WORK TASK:
Leave out the pictures and copy everything else in the entries exactly.

[MATERIAL FOR THIS TASK — start]

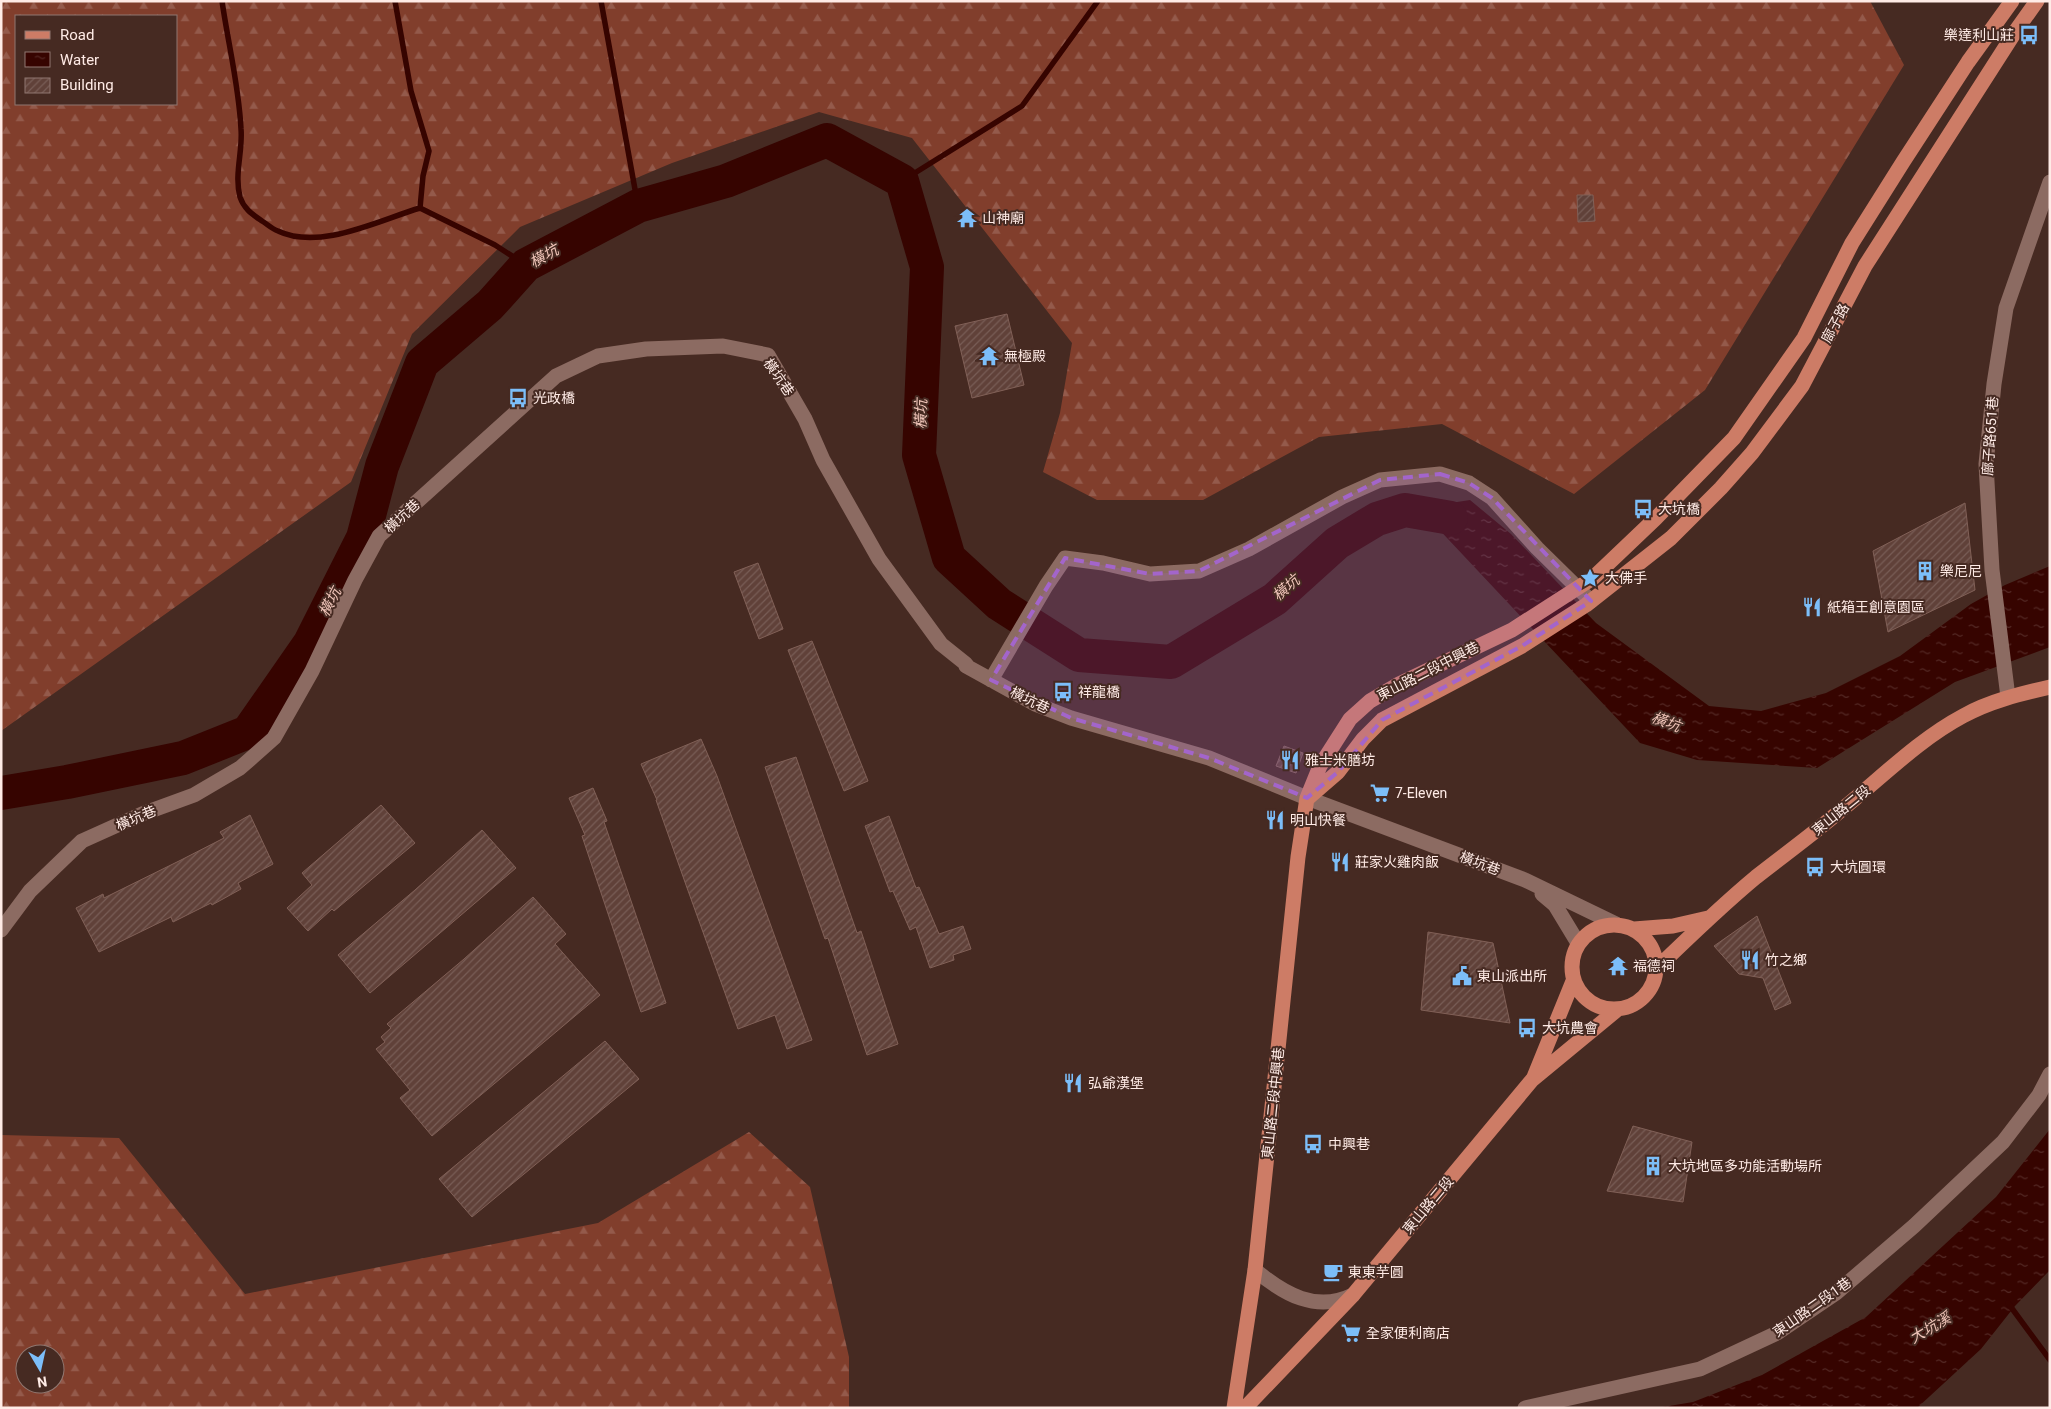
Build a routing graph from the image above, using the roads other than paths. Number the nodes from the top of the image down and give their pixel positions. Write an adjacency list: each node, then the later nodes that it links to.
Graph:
1 (2012, 1): 4 (main road, 廍子路)
2 (2037, 1): 5 (main road, 廍子路)
3 (2050, 182): 8 (street, 廍子路651巷)
4 (1578, 589): 5 (street); 6 (street); 9 (main road, 東山路二段中興巷)
5 (1588, 603): 9 (main road, 東山路二段中興巷)
6 (991, 680): 9 (street, 橫坑巷); 14 (street, 橫坑巷)
7 (2050, 687): 8 (main road, 東山路二段)
8 (2008, 697): 11 (main road, 東山路二段)
9 (1307, 798): 10 (street, 橫坑巷); 21 (main road, 東山路二段中興巷)
10 (1525, 880): 12 (street, 橫坑巷); 15 (street)
11 (1708, 918): 13 (main road); 16 (main road, 東山路二段)
12 (1616, 924): 13 (main road); 15 (main road)
13 (1634, 929): 16 (main road)
14 (1, 930)
15 (1578, 943): 17 (main road)
16 (1656, 970): 18 (main road)
17 (1573, 981): 18 (main road); 20 (main road)
18 (1618, 1009): 20 (main road, 東山路二段)
19 (2050, 1074): 23 (street, 東山路二段1巷)
20 (1532, 1080): 22 (main road, 東山路二段)
21 (1255, 1270): 22 (street); 24 (main road, 東山路二段中興巷)
22 (1353, 1295): 25 (main road, 東山路二段)
23 (1526, 1407)
24 (1234, 1408)
25 (1245, 1408)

[MATERIAL FOR THIS TASK — finish]

RESULT BELOW:
Build a routing graph from the image above, using the roads other than paths. Number the nodes from the top of the image down and give their pixel positions. Write an adjacency list: each node, then the later nodes that it links to.
Graph:
1 (2012, 1): 4 (main road, 廍子路)
2 (2037, 1): 5 (main road, 廍子路)
3 (2050, 182): 8 (street, 廍子路651巷)
4 (1578, 589): 5 (street); 6 (street); 9 (main road, 東山路二段中興巷)
5 (1588, 603): 9 (main road, 東山路二段中興巷)
6 (991, 680): 9 (street, 橫坑巷); 14 (street, 橫坑巷)
7 (2050, 687): 8 (main road, 東山路二段)
8 (2008, 697): 11 (main road, 東山路二段)
9 (1307, 798): 10 (street, 橫坑巷); 21 (main road, 東山路二段中興巷)
10 (1525, 880): 12 (street, 橫坑巷); 15 (street)
11 (1708, 918): 13 (main road); 16 (main road, 東山路二段)
12 (1616, 924): 13 (main road); 15 (main road)
13 (1634, 929): 16 (main road)
14 (1, 930)
15 (1578, 943): 17 (main road)
16 (1656, 970): 18 (main road)
17 (1573, 981): 18 (main road); 20 (main road)
18 (1618, 1009): 20 (main road, 東山路二段)
19 (2050, 1074): 23 (street, 東山路二段1巷)
20 (1532, 1080): 22 (main road, 東山路二段)
21 (1255, 1270): 22 (street); 24 (main road, 東山路二段中興巷)
22 (1353, 1295): 25 (main road, 東山路二段)
23 (1526, 1407)
24 (1234, 1408)
25 (1245, 1408)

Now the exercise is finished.